Britain set for driverless cars on public roads
Cable said the driverless car industry globally is predicted to be worth £900 billion by 2025
Britain gave the green light to the testing of futuristic driverless cars on public roads on Wednesday, with the launch of a multi-million-pound scheme to develop the technology.
Officials said the driverless cars would improve road safety and were an opportunity for Britain's automotive manufacturing industry to create skilled jobs.
"We are launching officially four trials of semi-autonomous vehicles, the first step on the route to driverless technology," Transport Minister Claire Perry told AFP at the unveiling of a prototype driverless car in Greenwich, southeast London.
"It's very good for road safety. Right now 93 percent of accidents are caused by driver error. It also has the opportunity to free up people's time, to give us extra time in our days. And the other opportunity is to use the road capacity better."

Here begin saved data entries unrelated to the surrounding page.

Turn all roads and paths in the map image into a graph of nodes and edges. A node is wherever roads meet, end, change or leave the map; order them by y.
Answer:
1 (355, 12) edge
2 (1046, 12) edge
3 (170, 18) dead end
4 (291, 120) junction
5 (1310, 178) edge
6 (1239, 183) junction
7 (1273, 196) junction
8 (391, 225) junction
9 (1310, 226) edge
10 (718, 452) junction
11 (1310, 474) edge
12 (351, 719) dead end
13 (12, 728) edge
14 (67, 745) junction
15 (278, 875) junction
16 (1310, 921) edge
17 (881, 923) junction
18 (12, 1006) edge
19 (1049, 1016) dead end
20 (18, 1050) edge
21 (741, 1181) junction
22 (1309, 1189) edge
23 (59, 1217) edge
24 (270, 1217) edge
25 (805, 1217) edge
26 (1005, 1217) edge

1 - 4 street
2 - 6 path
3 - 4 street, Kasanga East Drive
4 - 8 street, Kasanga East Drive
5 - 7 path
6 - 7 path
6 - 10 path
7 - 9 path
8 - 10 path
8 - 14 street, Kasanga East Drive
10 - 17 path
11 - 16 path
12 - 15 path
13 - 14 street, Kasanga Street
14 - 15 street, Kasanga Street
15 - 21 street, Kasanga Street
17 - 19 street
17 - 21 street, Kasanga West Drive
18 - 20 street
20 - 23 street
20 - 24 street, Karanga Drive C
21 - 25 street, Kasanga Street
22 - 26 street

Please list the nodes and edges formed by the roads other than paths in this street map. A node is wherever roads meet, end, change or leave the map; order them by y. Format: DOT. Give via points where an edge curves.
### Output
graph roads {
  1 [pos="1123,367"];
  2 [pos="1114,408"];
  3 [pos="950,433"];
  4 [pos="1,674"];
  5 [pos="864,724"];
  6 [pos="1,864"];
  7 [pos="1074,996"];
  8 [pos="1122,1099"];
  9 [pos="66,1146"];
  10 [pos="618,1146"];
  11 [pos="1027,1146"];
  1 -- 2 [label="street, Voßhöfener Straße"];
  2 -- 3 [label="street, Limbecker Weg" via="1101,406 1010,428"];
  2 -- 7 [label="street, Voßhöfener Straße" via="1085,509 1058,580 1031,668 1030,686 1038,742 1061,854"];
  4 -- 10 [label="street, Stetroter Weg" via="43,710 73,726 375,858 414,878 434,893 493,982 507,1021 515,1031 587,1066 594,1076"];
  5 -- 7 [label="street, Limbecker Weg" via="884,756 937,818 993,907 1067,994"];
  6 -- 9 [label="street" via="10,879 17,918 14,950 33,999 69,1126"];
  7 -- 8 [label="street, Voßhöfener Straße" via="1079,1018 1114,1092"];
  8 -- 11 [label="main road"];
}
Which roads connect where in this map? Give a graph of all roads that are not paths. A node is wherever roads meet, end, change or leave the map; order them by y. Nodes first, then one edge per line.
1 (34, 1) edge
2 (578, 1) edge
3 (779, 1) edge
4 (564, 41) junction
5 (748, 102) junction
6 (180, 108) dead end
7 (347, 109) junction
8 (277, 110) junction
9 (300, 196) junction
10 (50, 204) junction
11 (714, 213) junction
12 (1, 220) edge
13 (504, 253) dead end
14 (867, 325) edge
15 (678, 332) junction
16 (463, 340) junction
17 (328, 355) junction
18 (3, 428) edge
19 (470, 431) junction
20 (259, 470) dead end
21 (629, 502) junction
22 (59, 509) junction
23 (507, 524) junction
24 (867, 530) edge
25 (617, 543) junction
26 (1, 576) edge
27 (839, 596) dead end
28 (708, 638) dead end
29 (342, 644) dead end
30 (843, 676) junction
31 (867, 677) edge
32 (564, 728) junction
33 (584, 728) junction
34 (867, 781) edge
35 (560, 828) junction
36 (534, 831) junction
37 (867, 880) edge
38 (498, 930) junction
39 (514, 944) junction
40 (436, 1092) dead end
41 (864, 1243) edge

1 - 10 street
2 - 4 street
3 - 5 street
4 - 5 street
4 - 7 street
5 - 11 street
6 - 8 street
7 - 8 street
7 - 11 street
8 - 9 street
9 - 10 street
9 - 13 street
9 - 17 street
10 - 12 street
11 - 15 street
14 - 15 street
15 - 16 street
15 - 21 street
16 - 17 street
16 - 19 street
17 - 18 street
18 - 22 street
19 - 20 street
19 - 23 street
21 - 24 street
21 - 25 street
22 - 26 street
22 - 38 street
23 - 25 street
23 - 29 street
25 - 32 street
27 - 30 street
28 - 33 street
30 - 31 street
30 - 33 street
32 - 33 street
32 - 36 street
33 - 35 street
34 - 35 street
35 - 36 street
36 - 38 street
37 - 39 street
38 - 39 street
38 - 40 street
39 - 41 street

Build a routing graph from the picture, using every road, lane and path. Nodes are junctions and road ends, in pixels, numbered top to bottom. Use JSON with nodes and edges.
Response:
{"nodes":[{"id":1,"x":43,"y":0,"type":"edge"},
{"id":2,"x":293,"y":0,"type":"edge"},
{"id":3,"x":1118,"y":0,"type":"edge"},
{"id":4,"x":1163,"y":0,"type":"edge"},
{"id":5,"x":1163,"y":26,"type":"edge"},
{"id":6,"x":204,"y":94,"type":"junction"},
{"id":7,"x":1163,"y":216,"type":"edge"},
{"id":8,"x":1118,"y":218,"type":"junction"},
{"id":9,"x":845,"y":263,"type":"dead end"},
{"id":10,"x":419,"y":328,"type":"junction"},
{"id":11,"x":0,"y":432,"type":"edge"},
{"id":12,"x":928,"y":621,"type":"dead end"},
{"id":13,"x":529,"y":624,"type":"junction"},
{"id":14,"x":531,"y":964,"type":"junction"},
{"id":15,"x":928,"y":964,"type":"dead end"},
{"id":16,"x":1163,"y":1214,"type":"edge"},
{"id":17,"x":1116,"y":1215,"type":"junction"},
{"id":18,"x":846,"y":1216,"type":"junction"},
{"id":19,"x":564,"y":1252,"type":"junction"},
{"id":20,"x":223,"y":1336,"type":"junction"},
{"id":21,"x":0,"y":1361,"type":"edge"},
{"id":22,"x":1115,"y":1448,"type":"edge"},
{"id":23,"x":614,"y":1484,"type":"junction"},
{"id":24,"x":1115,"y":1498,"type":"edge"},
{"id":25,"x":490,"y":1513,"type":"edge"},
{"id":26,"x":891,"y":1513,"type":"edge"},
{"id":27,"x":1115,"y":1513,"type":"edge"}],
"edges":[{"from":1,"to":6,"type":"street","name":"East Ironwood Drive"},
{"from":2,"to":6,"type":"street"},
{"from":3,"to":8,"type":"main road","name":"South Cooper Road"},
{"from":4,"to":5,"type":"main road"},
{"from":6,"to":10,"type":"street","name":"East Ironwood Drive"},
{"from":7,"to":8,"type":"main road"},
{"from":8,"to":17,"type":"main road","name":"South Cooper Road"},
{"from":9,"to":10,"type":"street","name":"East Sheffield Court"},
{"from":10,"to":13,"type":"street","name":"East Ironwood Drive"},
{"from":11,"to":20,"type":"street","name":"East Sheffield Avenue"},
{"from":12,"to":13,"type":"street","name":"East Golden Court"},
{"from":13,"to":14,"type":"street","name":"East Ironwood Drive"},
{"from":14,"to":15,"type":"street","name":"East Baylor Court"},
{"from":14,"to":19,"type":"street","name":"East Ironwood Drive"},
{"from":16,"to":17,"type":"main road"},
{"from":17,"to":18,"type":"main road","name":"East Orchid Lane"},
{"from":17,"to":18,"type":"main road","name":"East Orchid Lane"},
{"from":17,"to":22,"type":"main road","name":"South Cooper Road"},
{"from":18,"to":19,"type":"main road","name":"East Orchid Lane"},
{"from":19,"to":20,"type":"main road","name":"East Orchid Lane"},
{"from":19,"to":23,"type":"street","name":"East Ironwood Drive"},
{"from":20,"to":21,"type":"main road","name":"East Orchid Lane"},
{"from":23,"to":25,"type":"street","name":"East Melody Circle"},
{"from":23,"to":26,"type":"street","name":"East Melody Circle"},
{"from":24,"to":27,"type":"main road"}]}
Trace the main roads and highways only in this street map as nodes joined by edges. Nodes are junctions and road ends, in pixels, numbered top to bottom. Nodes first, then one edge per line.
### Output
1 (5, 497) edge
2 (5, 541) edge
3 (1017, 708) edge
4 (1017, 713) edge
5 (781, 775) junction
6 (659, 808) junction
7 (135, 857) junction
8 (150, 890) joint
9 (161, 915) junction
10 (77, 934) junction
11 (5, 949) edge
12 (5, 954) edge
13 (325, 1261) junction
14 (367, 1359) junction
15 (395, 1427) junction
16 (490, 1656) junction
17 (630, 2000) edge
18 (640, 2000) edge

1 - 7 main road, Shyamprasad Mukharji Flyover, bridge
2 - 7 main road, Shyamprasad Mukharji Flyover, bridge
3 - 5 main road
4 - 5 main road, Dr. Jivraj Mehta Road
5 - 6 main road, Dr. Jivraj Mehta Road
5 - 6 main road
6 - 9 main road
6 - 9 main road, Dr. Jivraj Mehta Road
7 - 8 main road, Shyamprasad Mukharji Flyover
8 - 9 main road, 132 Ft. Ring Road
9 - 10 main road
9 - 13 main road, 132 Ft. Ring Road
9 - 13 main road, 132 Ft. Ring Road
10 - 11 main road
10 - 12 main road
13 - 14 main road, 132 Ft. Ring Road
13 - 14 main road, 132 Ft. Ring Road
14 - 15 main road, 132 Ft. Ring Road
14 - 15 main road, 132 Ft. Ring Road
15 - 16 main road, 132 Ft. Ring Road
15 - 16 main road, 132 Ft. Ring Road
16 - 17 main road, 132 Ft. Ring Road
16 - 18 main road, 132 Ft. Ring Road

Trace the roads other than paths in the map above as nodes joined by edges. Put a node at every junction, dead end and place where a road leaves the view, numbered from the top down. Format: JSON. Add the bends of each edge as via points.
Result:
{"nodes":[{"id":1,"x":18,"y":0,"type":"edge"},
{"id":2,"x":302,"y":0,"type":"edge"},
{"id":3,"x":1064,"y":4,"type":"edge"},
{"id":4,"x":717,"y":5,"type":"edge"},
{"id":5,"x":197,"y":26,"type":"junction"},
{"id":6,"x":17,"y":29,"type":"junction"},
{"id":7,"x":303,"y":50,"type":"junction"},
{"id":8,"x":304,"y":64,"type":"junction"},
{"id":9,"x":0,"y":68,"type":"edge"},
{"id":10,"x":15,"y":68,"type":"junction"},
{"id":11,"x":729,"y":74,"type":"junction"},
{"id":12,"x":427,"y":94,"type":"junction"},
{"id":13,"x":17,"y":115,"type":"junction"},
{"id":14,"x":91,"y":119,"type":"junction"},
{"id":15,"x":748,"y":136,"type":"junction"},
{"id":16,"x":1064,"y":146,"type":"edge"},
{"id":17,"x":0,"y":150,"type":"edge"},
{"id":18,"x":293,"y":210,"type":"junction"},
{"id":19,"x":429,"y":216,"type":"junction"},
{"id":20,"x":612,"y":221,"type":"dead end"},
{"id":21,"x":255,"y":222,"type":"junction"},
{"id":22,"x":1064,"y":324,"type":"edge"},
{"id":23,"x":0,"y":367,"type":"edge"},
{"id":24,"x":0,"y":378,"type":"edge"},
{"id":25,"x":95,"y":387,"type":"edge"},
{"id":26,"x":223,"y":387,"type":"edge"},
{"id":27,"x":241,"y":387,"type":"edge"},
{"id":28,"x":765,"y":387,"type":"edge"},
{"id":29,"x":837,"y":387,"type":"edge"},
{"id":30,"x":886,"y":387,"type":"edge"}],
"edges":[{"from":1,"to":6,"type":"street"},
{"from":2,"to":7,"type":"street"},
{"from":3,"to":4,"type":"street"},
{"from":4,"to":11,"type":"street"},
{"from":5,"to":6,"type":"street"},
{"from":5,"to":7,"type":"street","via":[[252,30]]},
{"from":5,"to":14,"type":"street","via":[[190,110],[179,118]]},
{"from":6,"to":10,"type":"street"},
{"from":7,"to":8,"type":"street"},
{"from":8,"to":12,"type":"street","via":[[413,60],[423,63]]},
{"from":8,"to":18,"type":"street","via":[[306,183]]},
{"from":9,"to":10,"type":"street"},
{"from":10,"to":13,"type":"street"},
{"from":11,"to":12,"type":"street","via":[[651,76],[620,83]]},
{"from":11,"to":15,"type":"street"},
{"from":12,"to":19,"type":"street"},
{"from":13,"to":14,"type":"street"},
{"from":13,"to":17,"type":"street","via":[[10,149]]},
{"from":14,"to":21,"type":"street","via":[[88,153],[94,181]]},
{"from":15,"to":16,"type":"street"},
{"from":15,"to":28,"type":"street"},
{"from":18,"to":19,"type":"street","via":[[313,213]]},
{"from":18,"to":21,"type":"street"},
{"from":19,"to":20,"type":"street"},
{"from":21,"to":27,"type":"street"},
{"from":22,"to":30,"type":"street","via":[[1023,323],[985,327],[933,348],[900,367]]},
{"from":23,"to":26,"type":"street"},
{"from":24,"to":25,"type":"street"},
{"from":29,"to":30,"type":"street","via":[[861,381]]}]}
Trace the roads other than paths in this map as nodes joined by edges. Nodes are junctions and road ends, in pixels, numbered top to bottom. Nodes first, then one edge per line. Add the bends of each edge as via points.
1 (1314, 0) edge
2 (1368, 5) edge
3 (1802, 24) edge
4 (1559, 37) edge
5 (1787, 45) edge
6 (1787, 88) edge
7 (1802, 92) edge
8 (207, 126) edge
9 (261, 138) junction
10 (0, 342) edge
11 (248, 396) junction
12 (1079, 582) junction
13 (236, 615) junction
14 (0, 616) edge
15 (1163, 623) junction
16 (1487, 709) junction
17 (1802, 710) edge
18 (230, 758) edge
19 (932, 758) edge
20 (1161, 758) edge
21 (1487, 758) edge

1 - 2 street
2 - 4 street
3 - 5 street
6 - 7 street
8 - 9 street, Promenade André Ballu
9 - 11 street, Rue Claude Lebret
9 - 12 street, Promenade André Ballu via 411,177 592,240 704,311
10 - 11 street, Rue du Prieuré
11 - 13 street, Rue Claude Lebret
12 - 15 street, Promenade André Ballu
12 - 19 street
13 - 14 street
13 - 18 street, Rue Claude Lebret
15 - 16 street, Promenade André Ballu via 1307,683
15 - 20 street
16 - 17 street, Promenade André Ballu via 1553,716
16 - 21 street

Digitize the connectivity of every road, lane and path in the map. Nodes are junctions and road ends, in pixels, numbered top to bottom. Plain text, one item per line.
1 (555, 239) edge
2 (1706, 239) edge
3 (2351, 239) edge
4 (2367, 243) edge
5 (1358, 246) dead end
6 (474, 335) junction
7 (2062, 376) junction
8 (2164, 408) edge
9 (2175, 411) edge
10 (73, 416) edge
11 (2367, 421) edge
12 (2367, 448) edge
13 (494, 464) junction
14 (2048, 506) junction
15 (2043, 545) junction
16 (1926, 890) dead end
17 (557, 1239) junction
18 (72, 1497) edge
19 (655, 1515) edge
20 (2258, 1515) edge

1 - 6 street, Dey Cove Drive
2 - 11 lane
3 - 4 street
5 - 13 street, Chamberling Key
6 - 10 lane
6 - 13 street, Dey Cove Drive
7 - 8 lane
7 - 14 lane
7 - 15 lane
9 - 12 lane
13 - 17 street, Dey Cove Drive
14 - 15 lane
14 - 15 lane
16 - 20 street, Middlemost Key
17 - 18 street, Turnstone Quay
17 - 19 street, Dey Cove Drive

Britain is Europe's third biggest car producer and hopes to be a leader in developing driverless cars, which are also being tested in US cities including by Internet giant Google.
The government is providing £19-million ($28.9-million, 25.6-million-euro) in funding for testing in several areas of Britain.
An autonomous shuttle vehicle will be tested in the London district of Greenwich and a driverless pod prototype will be trialed in Milton Keynes in central England.
The battery-driven pod, which is designed to run on a dedicated route on the pavement, has a 40 mile (64km) range and travel at 15 miles per hour.
In addition, a driverless modified military jeep made by defense company BAE Systems will be tested in the southwest city of Bristol.
However, a survey of consumer attitudes found the British public to be wary of the idea of driverless cars.
Just under half of those surveyed by price comparison website uSwitch.com said they would be unwilling to be a passenger in a driverless car, while 16 percent were "horrified" by the idea.
As the project was announced in Greenwich, Perry and Business Secretary Vince Cable took a ride in a driverless car to demonstrate the technology.
After riding in the "Meridian shuttle", a white open cart resembling a golf buggy, Perry called the project "incredibly exciting".
Cable said the driverless car industry globally is predicted to be worth £900 billion by 2025 and would create employment.
"There has to be public acceptance, people to have complete confidence that they're safe and the regulation and the insurance principles operates and so that is happening in parallel with technological development," Cable told AFP.
A government review found that there was no legal barrier to the testing of automated cars on public roads.
However, road regulations such as the Highway Code need to be updated to allow for the new technology, something that is expected to take until summer 2017.